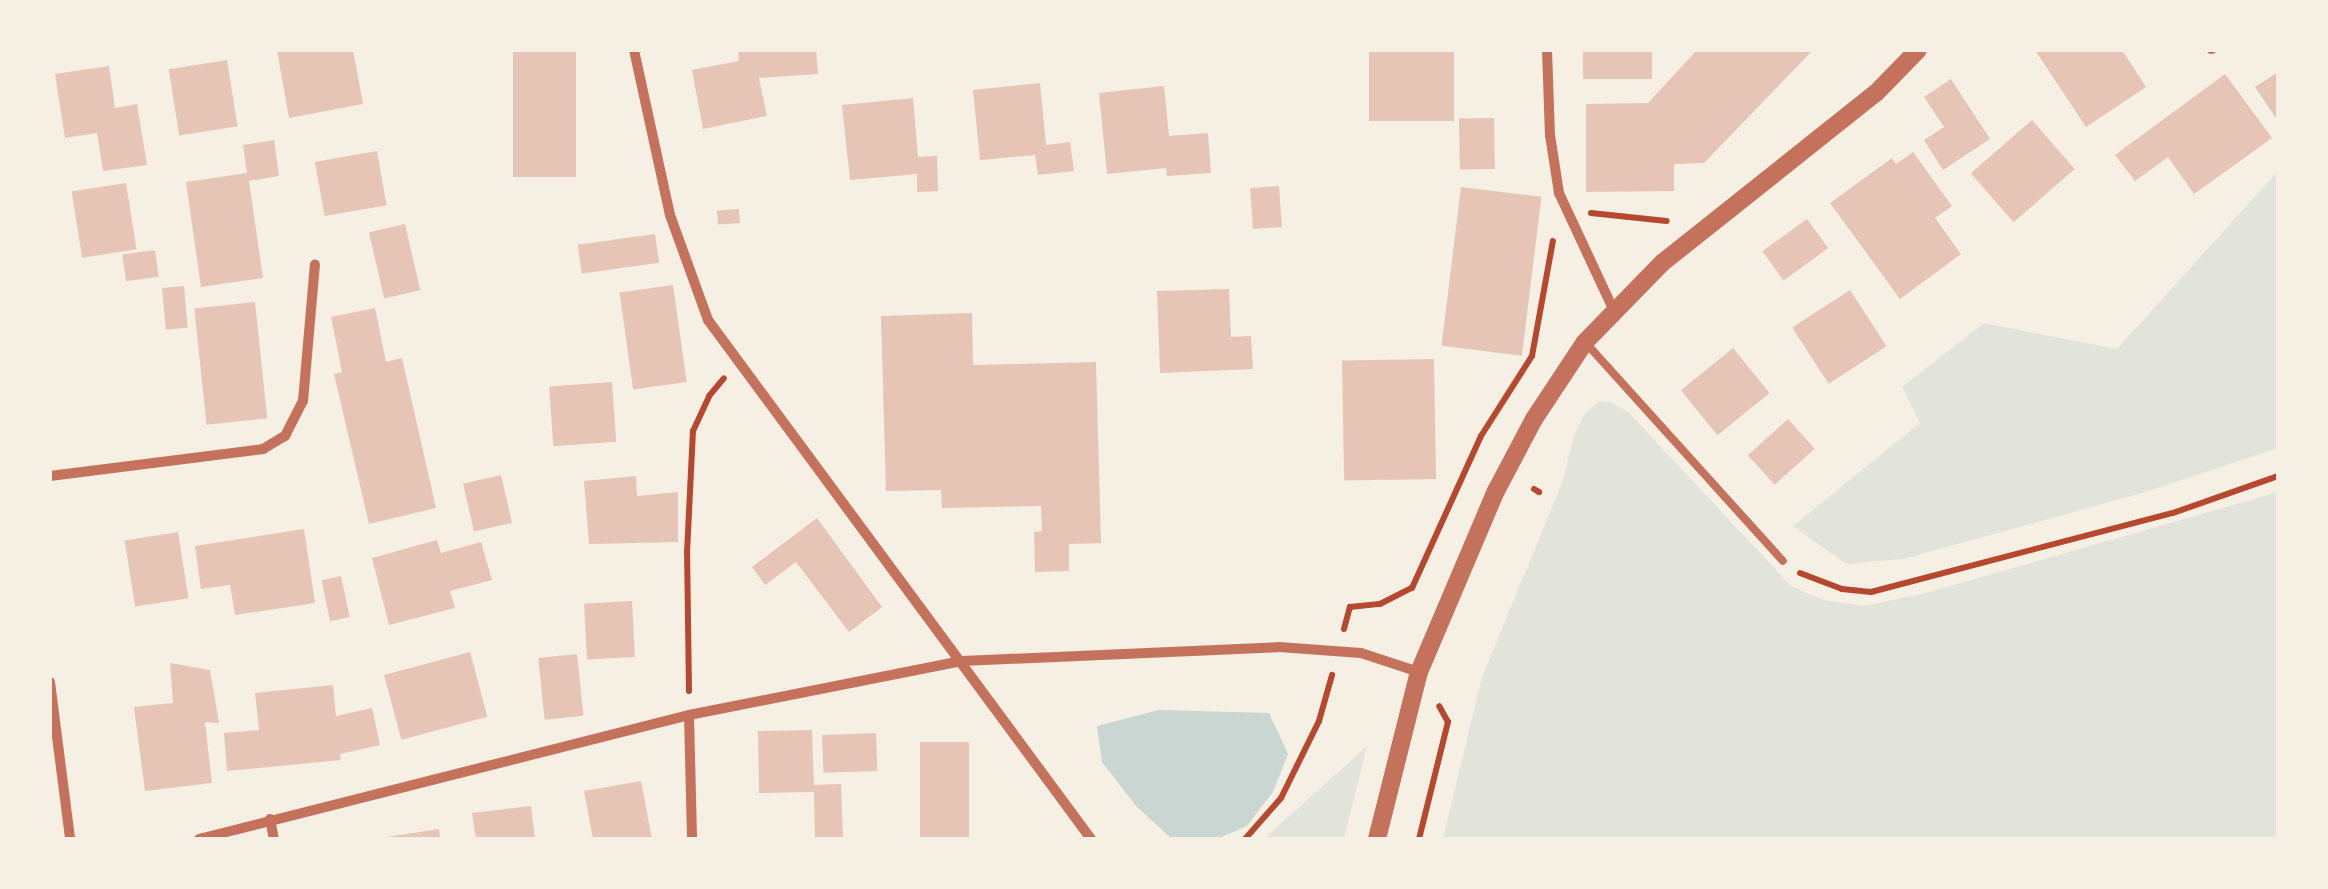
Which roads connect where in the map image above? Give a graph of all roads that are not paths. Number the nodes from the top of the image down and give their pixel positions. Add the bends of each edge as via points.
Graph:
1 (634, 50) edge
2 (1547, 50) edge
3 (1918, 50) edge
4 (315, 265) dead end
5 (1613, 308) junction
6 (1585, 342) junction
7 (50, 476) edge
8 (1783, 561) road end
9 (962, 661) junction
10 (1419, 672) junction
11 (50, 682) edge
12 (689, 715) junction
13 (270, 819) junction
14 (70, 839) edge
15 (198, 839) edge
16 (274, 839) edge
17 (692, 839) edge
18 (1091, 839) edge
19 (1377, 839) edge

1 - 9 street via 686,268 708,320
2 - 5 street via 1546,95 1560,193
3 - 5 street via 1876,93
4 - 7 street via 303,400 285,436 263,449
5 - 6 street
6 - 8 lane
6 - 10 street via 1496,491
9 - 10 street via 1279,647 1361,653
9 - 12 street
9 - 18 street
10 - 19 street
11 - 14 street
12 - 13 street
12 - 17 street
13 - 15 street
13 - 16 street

────────────────

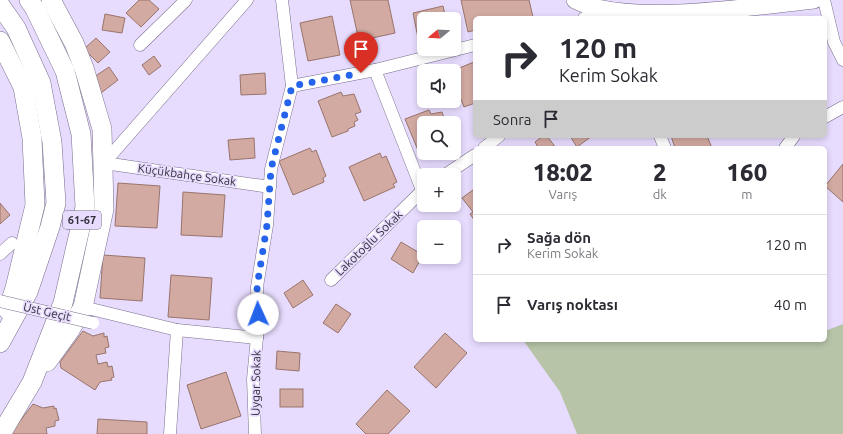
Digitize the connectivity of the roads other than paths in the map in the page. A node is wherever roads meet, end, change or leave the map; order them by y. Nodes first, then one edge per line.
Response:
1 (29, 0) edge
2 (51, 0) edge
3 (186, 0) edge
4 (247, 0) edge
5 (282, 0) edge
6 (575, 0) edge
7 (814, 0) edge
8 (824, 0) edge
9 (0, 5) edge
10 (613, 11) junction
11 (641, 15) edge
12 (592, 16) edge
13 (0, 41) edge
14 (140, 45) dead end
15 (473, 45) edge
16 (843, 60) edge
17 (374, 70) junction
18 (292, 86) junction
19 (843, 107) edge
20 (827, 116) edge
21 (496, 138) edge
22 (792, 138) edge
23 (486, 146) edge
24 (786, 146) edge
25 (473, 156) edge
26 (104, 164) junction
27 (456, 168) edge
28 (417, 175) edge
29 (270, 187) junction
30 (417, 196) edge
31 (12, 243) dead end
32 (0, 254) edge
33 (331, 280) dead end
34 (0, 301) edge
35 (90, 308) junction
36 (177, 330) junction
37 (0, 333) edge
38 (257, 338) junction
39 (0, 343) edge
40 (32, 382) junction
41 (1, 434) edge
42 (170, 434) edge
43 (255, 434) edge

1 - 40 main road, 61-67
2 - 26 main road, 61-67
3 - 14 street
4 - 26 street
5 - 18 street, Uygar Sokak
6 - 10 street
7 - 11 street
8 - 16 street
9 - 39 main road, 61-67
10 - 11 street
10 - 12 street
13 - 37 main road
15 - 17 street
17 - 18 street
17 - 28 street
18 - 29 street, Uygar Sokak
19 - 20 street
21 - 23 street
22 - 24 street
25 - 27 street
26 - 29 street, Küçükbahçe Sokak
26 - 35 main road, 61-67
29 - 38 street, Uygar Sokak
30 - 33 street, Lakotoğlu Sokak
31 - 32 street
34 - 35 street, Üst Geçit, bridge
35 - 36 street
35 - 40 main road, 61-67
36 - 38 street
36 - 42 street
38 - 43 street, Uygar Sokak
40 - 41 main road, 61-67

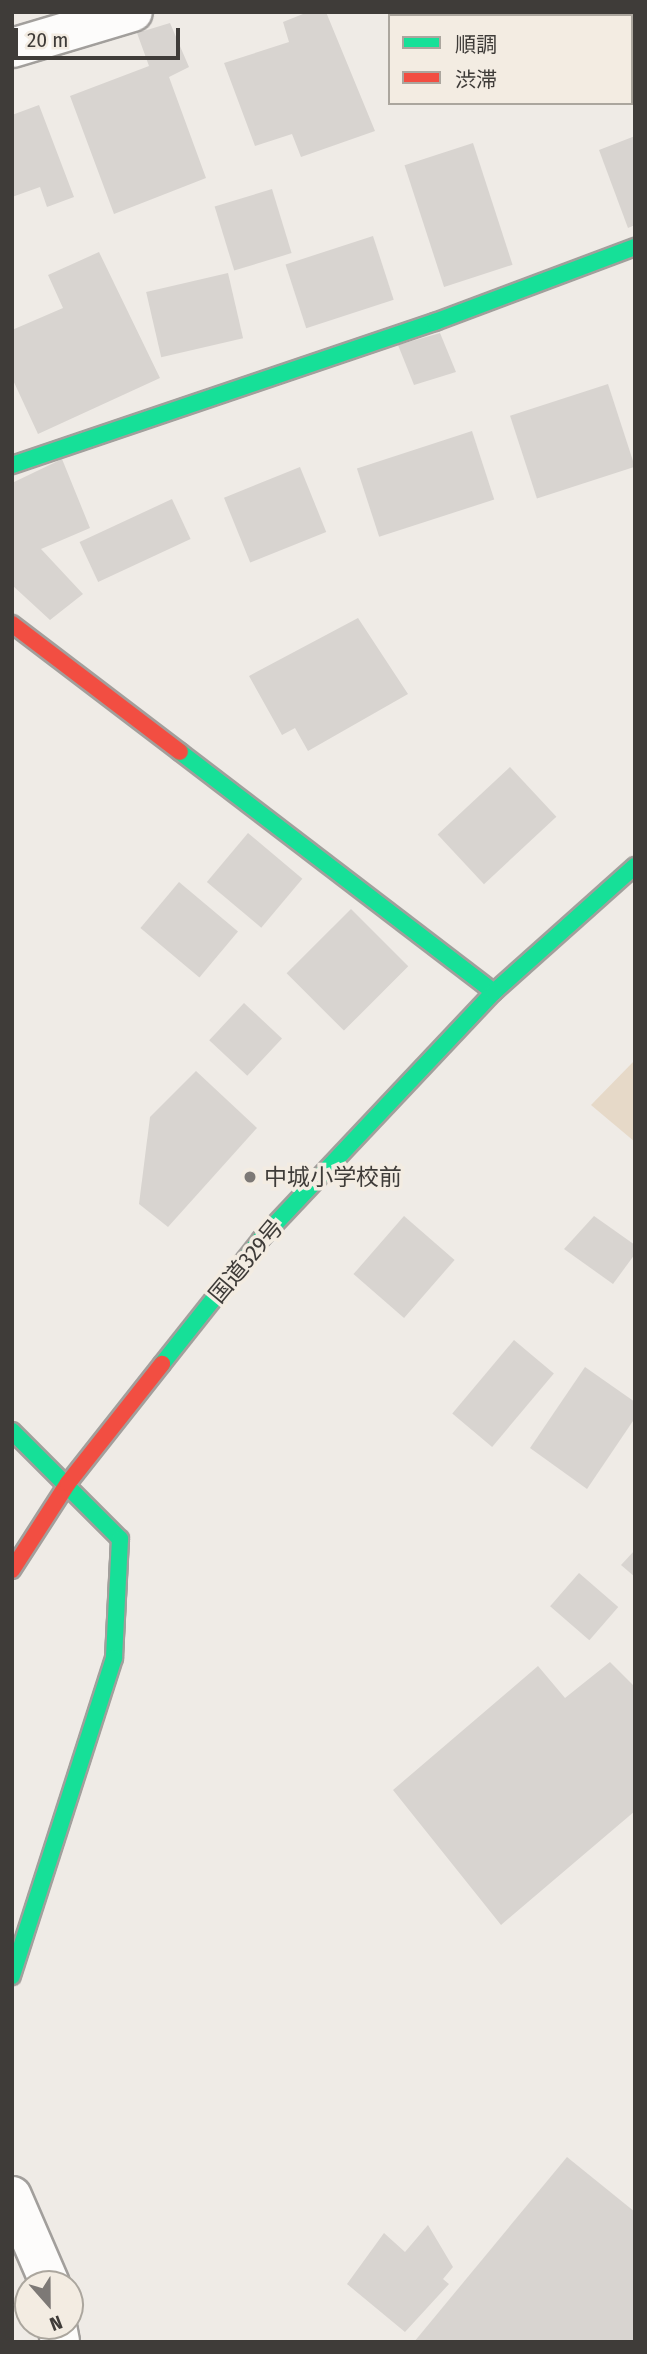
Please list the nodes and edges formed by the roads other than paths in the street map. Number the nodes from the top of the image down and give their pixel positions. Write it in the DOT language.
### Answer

────────────────

■ What the task asks: Every line of the listing that includes the word "than" forms the answer.

■ Response to the exercise:
Digitize the connectivity of the roads other than paths in the map in the page. A node is wherever roads meet, end, change or leave the map; order them by y. Nodes first, then one edge per line.
Please list the nodes and edges formed by the roads other than paths in the street map. Number the nodes from the top of the image down and give their pixel positions. Write it in the DOT language.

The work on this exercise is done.